### Task
From the entries below, extract every line that includes the word "Thar".

#### Data excerpts ####

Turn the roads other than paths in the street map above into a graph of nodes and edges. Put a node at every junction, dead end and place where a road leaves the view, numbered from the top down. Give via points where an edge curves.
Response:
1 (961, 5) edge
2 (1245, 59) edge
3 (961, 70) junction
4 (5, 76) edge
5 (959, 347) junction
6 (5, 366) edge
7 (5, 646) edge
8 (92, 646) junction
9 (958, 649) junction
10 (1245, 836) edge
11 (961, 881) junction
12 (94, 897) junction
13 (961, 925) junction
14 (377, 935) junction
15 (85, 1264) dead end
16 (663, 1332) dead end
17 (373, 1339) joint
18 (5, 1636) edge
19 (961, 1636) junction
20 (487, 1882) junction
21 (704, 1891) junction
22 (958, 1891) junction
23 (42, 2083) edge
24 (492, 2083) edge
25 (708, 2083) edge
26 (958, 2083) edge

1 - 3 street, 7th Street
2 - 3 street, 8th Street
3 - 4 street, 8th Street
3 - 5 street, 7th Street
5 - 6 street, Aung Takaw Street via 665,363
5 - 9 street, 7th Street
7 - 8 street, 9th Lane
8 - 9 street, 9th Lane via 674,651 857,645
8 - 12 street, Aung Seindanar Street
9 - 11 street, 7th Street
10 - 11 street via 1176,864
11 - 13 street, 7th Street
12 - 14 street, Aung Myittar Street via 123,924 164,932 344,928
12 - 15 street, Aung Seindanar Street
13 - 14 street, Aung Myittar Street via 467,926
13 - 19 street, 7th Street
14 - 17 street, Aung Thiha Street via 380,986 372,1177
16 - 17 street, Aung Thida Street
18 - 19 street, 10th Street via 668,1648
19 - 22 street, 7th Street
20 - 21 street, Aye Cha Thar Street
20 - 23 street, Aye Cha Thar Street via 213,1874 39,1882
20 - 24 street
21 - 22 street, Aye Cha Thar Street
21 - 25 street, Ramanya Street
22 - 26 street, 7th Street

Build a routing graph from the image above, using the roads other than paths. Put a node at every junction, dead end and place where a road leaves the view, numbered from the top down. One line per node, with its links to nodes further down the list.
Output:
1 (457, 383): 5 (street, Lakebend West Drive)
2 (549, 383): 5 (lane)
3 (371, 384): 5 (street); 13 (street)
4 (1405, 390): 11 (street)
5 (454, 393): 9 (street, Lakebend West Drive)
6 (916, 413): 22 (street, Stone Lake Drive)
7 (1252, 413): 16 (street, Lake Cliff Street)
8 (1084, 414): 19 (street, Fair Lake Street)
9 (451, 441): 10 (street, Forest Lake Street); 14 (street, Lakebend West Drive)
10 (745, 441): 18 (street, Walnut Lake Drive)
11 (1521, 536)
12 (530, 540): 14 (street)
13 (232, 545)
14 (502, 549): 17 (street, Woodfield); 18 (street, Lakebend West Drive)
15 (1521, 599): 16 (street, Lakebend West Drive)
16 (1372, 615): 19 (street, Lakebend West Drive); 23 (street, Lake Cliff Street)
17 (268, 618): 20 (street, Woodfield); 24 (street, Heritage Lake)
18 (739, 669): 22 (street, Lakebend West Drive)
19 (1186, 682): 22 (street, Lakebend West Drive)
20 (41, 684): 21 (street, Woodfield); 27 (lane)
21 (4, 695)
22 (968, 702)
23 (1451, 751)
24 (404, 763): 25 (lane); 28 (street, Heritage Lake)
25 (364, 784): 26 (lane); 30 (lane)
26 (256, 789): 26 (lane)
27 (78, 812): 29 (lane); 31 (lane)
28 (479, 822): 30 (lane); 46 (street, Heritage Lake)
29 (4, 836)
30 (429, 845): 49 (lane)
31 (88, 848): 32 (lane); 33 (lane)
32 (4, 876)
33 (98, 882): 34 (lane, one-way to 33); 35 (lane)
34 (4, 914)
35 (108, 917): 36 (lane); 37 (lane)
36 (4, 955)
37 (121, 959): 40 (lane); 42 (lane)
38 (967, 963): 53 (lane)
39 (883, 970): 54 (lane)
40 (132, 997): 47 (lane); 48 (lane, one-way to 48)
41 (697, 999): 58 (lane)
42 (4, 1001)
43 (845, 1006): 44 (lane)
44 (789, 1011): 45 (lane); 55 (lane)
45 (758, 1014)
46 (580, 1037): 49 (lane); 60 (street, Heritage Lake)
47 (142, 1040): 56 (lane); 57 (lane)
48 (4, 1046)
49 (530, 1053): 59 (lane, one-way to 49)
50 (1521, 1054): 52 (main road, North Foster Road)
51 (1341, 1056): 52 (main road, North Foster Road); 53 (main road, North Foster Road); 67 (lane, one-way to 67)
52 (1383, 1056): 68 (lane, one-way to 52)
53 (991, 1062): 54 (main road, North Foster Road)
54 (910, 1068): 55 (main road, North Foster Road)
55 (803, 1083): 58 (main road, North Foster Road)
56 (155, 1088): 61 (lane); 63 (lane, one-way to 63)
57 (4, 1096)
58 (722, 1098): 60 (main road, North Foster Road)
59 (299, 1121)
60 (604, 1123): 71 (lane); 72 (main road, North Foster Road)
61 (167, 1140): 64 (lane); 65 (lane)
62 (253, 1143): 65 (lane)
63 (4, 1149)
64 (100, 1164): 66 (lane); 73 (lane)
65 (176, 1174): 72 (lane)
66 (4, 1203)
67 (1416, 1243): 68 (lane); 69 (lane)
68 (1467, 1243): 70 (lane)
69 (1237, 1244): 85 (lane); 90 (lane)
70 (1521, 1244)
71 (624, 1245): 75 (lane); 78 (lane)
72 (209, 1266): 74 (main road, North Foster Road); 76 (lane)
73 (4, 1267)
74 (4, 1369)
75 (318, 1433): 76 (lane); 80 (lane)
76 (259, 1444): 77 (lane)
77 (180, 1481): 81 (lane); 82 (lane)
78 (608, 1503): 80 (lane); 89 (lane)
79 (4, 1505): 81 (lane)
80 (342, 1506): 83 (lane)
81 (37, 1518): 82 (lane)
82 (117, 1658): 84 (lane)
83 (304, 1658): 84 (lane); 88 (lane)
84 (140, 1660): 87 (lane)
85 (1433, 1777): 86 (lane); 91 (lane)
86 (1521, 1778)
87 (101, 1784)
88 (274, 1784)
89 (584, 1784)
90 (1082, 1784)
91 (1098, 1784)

####

### Exercise answer
20 - 21 street, Aye Cha Thar Street
20 - 23 street, Aye Cha Thar Street via 213,1874 39,1882
21 - 22 street, Aye Cha Thar Street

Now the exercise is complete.